稍稍套弄一番,用手接下龙首吐出的清液,视若珍馐的我探出舌尖,来回舔舐涂满了先走汁的掌心。
“谢谢主人的赏赐,主人的那里好大,顶得白雪好舒服,好棒~”说罢,我回过头贴上了佩丹的肥唇,主动向他索吻,期间不时刻意发出淫靡的声响。
“姐姐……姐姐你居然能对这个男人说出,那种话……”我能听得出深雪的声音都在发抖,因为我的的背叛而产生的怒意已然超越了她心中的恐惧。
对不起,深雪,我一定是个不合格的坏姐姐吧。
“唔……小母狗,喜欢主人的肉棒么?”
“喜,喜欢……求求您了,快放进来吧~”
“放进母狗的哪里呢?我听得不是很明白啊。

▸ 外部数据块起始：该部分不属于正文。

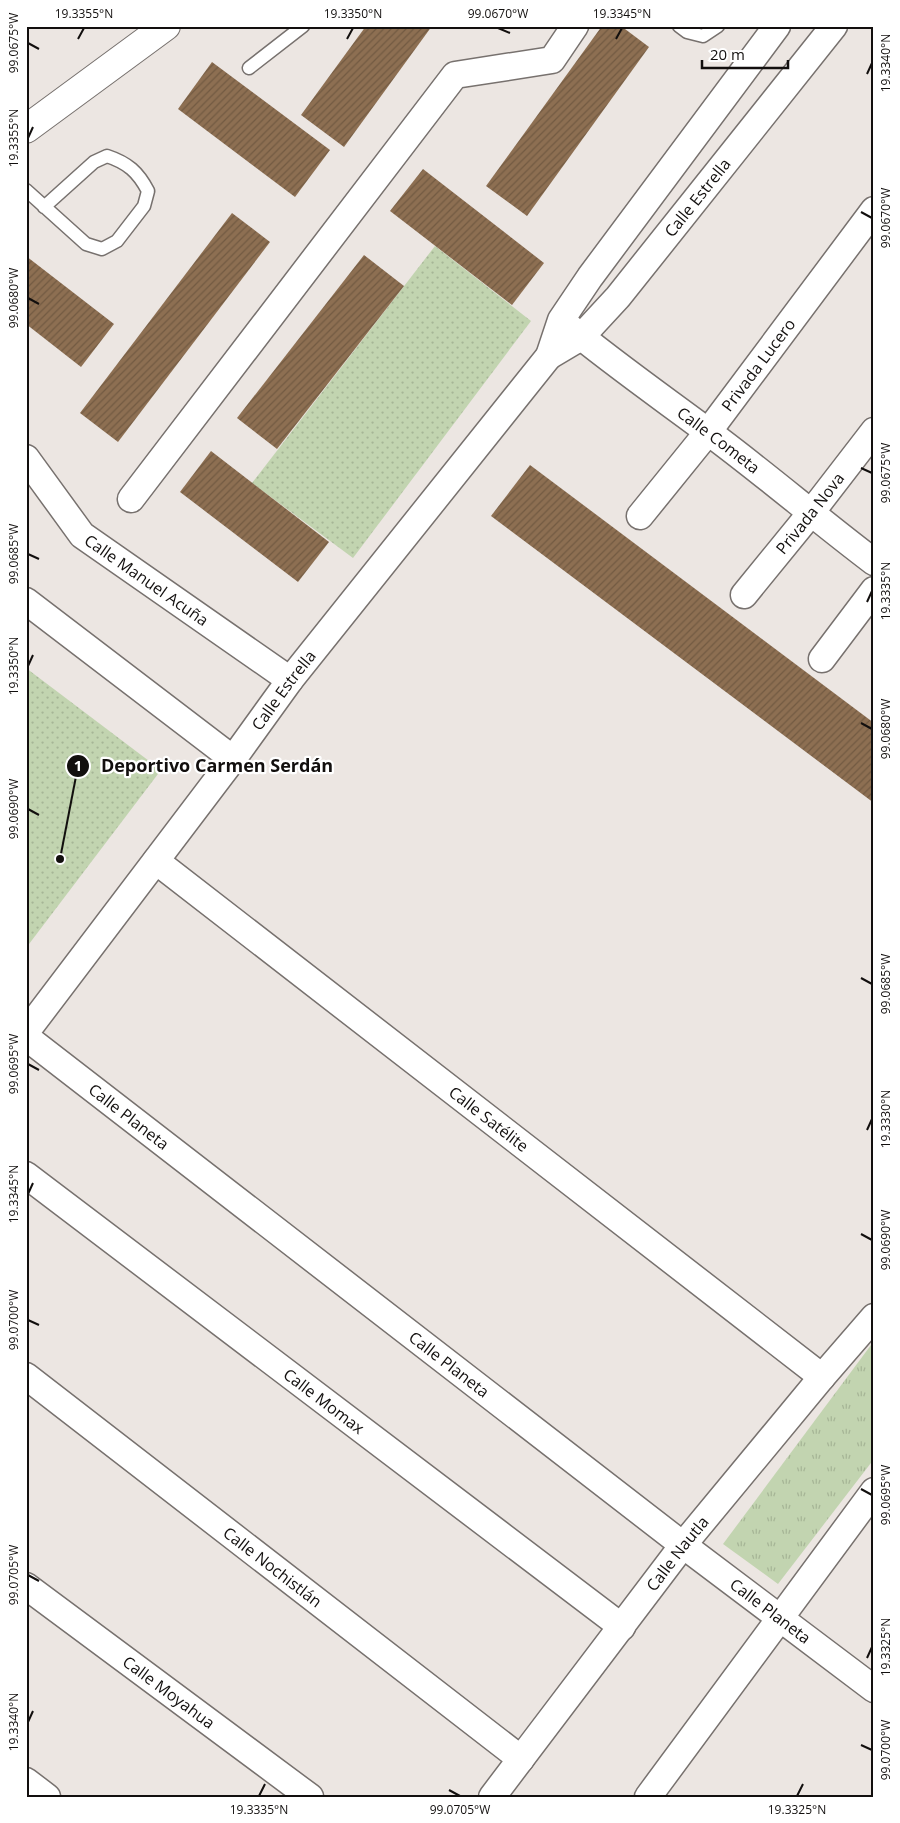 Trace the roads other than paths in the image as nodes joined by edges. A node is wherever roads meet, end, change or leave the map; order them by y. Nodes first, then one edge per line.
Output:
1 (166, 26) edge
2 (303, 26) edge
3 (575, 26) edge
4 (679, 26) edge
5 (718, 26) edge
6 (777, 26) edge
7 (834, 26) edge
8 (249, 68) dead end
9 (26, 129) edge
10 (26, 190) edge
11 (44, 207) junction
12 (874, 210) edge
13 (561, 320) junction
14 (581, 337) junction
15 (549, 356) junction
16 (874, 431) edge
17 (708, 432) junction
18 (26, 458) edge
19 (131, 499) dead end
20 (810, 514) junction
21 (640, 516) dead end
22 (874, 562) edge
23 (874, 590) edge
24 (744, 595) dead end
25 (26, 601) edge
26 (822, 659) dead end
27 (290, 680) junction
28 (233, 759) junction
29 (156, 861) junction
30 (26, 1032) edge
31 (26, 1037) edge
32 (26, 1175) edge
33 (874, 1317) edge
34 (26, 1376) edge
35 (822, 1377) junction
36 (874, 1491) edge
37 (684, 1545) junction
38 (26, 1586) edge
39 (781, 1618) junction
40 (622, 1627) junction
41 (874, 1688) edge
42 (521, 1759) junction
43 (26, 1781) edge
44 (47, 1797) edge
45 (310, 1797) edge
46 (492, 1797) edge
47 (648, 1797) edge

1 - 9 street
2 - 8 lane
3 - 19 street
4 - 5 lane
6 - 13 street, Calle Estrella
7 - 14 street, Calle Estrella
10 - 11 lane
11 - 11 lane
12 - 17 street, Privada Lucero
13 - 14 street, Calle Cometa
13 - 15 street, Calle Estrella
14 - 15 street, Calle Estrella
14 - 17 street, Calle Cometa
15 - 27 street, Calle Estrella
16 - 20 street, Privada Nova
17 - 20 street, Calle Cometa
17 - 21 street, Privada Lucero
18 - 27 street, Calle Manuel Acuña
20 - 22 street, Calle Cometa
20 - 24 street, Privada Nova
23 - 26 street
25 - 28 street
27 - 28 street, Calle Estrella
28 - 29 street, Calle Estrella
29 - 30 street, Calle Estrella
29 - 35 street, Calle Satélite
31 - 37 street, Calle Planeta
32 - 40 street, Calle Momax
33 - 35 street, Calle Nautla
34 - 42 street, Calle Nochistlán
35 - 37 street, Calle Nautla
36 - 39 street
37 - 39 street, Calle Planeta
37 - 40 street, Calle Nautla
38 - 45 street, Calle Moyahua
39 - 41 street, Calle Planeta
39 - 47 street
40 - 42 street, Calle Nautla
42 - 46 street, Calle Nautla
43 - 44 street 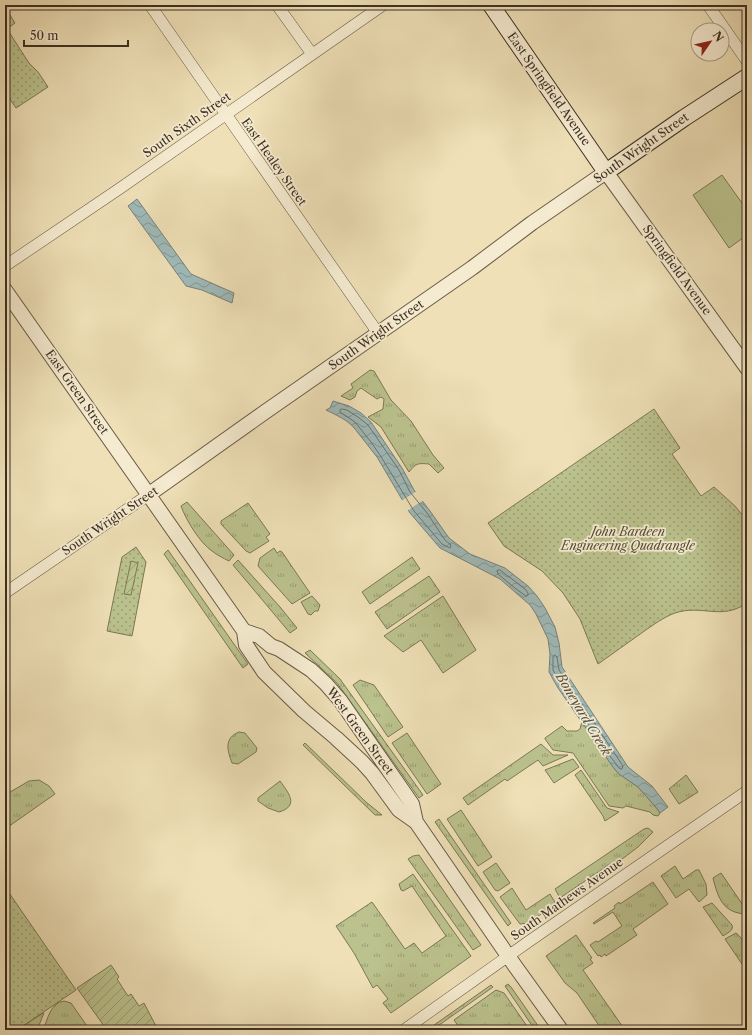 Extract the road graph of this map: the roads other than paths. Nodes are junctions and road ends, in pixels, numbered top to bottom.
1 (150, 5) edge
2 (277, 5) edge
3 (383, 5) edge
4 (491, 5) edge
5 (708, 5) edge
6 (312, 54) junction
7 (747, 61) edge
8 (747, 77) edge
9 (226, 114) junction
10 (606, 172) junction
11 (5, 266) edge
12 (5, 290) edge
13 (378, 333) junction
14 (747, 368) edge
15 (148, 495) junction
16 (5, 593) edge
17 (244, 631) junction
18 (747, 791) edge
19 (416, 822) junction
20 (508, 956) junction
21 (404, 1030) edge
22 (561, 1030) edge

1 - 9 street, East Healey Street
2 - 6 street
3 - 6 street, South Sixth Street
4 - 10 main road, East Springfield Avenue
5 - 7 street
6 - 9 street, South Sixth Street
8 - 10 main road, South Wright Street
9 - 11 street, South Sixth Street
9 - 13 street, East Healey Street
10 - 13 street, South Wright Street
10 - 14 street, Springfield Avenue
12 - 15 street, East Green Street
13 - 15 street, South Wright Street
15 - 16 street, South Wright Street
15 - 17 street, West Green Street
17 - 19 street, West Green Street
17 - 19 street, West Green Street
18 - 20 street, South Mathews Avenue
19 - 20 street, West Green Street
20 - 21 street, South Mathews Avenue
20 - 22 street, West Green Street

”
“就放进母狗的小……骚穴里,用主人的大肉棒,求求主人了,小母狗的那里已经忍耐不住了啊~”
口中不停说着最污秽最肮脏的话语,去讨好眼前这个以上位者姿态示人的纨绔公子,尽管这一个月来的调教已经使我从起初的抵抗转变为最后的无奈妥协,可在最亲密的妹妹面前演绎出这副痴貌还是令我羞愧不已。
“主人快看,母狗的下面都在流口水了,呜嗯~主人的手指插进母狗的骚穴里了~呃啊啊~那里不可以!”
被挑起欲火的佩丹早已与禽兽无异,谈笑间又将几根手指并齐塞入我的肉穴,他轻车熟路地摸寻到我的g点,用指肚轻轻摁压那块敏感的凸丘,只是稍稍弯曲指节轻易便撑开小穴,来回地搅弄抽插,在赤裸裸的兽欲的支配下肆意亵玩着我的身体。
“嗯呜~要去了~”
肉穴中泛滥的爱液意味着前戏的结束,同样也意味着噩梦的降临,佩丹抽出裹满了汁液的手指后抬到我面前,我心照不宣,只能张口含进嘴里。
佩丹顺势玩弄起我的小舌,不时恶趣味地伸入更深处,几近抵达喉管,强迫我给他的手指做口交。
想想也是可笑呢,往昔那个连被提督撞见裸体都会红起脸颊的羞涩女孩,却在一个月内学会了如此繁多的淫技秽语,用来服侍提督大人以外的男人,港区中流传着的有关于我的传闻恐怕也多是些不堪入耳的话语。
那堕入墨色染缸中的绸缎,在失去了原本的鲜丽色彩后甚至连被制为粗衣的资格都没有。
“主人,肉棒,放进来……就放进母狗的那里……”
初潮后缓缓淌出的淫液,接下来的正戏,佩丹一手扣住我的臀肉,一手扶着阳具对准湿漉漉的穴口,龙首一抬长驱直入,我那不争气的肉穴仿佛已经将阳物的形状深深刻印在记忆里,仅仅只是被插入,穴壁上的层层肉褶便簇拥而上,与那直捣子宫的巨龙牢牢嵌合。
身后的男人舒服到长舒一口气,灼热的气息拂过我的脖颈,连这副身子都在迫不及待地向佩丹献媚么。
“啊啊~肉棒,主人的肉棒,母狗的骚穴都被撑满了~”
“姐姐……姐姐真的背叛了提督大人,和这种男人……”一个人的满口胡言,两个人的心猿意马。